■ **Problem statement**:
For this exercise, please find the lines in the entries that include the word "Juillet" and copy them.

■ **Given entries**:
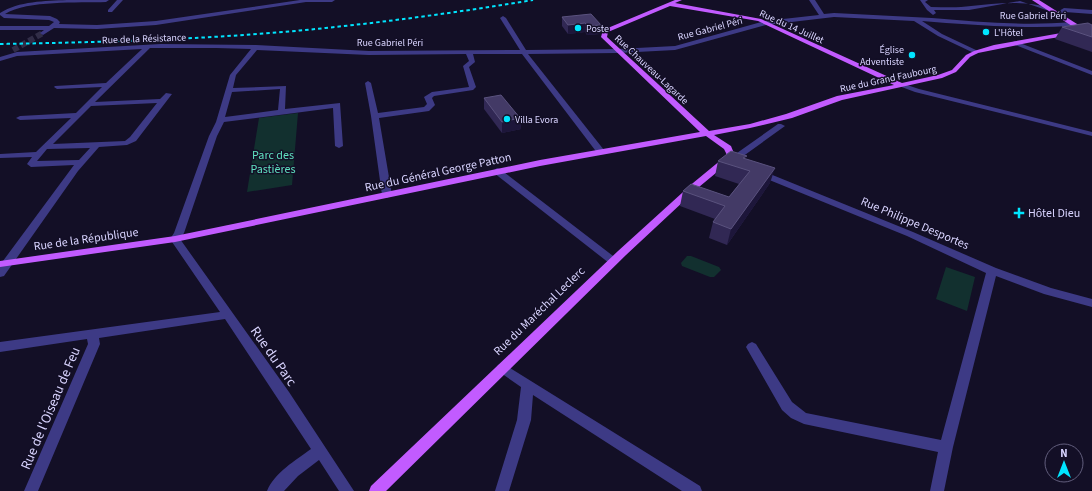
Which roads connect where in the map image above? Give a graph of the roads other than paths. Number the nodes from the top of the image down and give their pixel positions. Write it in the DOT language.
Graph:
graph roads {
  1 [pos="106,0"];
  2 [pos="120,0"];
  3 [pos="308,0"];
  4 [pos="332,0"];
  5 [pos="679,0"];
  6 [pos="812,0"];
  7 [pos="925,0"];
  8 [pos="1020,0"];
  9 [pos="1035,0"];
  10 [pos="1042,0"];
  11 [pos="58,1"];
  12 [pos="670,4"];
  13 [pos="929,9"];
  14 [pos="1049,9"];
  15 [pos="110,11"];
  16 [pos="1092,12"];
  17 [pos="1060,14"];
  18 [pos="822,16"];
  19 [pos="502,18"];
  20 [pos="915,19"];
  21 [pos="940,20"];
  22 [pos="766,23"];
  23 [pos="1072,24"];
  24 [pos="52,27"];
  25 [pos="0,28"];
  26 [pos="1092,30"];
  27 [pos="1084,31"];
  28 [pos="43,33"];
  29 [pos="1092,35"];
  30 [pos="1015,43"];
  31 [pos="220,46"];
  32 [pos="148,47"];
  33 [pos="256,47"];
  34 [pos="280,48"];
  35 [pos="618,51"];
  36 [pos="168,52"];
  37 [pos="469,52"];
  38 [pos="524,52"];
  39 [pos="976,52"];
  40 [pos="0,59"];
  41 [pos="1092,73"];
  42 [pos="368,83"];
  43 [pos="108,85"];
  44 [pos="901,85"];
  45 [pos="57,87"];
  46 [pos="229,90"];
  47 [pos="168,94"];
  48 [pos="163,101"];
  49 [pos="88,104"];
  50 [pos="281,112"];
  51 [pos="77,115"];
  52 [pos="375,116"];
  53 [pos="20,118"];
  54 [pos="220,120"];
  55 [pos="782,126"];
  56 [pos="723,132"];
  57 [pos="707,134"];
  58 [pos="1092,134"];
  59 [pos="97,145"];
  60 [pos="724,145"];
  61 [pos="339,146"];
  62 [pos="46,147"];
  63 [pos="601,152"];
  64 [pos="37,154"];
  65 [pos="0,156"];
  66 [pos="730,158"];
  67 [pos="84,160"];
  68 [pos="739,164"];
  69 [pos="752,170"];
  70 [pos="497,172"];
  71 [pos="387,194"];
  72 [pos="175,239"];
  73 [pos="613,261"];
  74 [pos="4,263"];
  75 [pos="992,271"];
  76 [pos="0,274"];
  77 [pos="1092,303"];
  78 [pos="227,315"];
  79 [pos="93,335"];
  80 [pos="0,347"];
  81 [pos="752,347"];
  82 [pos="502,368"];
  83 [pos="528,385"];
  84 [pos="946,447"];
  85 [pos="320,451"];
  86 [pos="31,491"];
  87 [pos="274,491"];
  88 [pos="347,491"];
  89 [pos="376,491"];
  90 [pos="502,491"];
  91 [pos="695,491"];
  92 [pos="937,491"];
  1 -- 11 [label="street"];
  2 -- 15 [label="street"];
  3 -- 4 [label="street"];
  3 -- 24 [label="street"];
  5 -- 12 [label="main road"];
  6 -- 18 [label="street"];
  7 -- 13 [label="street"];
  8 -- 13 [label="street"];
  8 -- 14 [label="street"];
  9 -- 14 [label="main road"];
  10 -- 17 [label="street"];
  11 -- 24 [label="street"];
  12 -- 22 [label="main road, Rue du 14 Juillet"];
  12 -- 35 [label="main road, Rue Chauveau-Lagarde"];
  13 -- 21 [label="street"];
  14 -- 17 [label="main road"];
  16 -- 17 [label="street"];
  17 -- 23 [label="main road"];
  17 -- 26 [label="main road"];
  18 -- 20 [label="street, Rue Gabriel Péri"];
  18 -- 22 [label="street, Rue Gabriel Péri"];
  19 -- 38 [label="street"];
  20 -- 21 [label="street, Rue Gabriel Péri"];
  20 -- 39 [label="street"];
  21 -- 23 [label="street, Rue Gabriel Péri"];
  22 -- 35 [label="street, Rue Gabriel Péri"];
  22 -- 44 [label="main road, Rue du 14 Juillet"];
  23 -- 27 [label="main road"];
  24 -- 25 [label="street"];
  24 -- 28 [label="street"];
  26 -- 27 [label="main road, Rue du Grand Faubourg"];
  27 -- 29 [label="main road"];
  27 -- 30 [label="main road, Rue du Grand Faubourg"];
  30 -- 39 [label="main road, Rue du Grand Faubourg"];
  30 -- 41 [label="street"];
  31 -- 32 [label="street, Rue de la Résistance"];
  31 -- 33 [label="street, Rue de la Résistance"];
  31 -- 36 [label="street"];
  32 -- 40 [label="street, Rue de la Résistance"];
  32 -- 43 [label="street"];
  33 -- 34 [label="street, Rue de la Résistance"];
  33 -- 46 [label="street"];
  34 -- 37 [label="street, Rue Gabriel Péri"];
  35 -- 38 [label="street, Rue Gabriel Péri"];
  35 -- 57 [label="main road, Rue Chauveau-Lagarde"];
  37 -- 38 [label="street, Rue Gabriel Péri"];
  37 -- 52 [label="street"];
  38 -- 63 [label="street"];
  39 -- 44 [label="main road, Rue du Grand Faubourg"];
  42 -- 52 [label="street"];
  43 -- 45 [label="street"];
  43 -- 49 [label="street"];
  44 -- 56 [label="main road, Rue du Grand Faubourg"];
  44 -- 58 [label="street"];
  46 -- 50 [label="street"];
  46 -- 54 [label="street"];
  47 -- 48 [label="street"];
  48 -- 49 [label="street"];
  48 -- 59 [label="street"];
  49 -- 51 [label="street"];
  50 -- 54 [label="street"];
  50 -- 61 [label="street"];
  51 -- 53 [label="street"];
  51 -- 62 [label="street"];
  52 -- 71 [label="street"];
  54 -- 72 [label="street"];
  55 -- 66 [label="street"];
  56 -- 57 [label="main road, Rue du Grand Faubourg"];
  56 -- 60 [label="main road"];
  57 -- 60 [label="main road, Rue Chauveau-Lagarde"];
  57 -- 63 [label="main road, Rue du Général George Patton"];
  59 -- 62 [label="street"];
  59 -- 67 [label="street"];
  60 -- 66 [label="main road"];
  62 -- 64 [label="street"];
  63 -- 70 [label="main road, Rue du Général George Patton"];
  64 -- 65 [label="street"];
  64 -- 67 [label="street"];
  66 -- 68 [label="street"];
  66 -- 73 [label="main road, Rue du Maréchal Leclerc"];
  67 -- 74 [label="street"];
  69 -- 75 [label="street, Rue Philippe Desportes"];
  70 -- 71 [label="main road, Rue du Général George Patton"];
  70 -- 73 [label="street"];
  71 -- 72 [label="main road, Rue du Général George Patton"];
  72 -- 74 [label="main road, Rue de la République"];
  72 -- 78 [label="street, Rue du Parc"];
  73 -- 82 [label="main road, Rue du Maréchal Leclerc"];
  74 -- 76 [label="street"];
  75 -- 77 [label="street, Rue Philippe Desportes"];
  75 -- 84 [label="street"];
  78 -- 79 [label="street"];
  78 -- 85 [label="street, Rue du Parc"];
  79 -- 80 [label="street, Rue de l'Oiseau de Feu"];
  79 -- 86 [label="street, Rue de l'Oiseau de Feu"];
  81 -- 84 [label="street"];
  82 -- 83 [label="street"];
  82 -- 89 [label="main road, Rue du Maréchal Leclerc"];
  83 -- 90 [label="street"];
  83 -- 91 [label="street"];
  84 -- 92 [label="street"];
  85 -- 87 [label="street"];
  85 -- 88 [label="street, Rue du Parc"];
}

■ **Solved exercise**:
  12 -- 22 [label="main road, Rue du 14 Juillet"];
  22 -- 44 [label="main road, Rue du 14 Juillet"];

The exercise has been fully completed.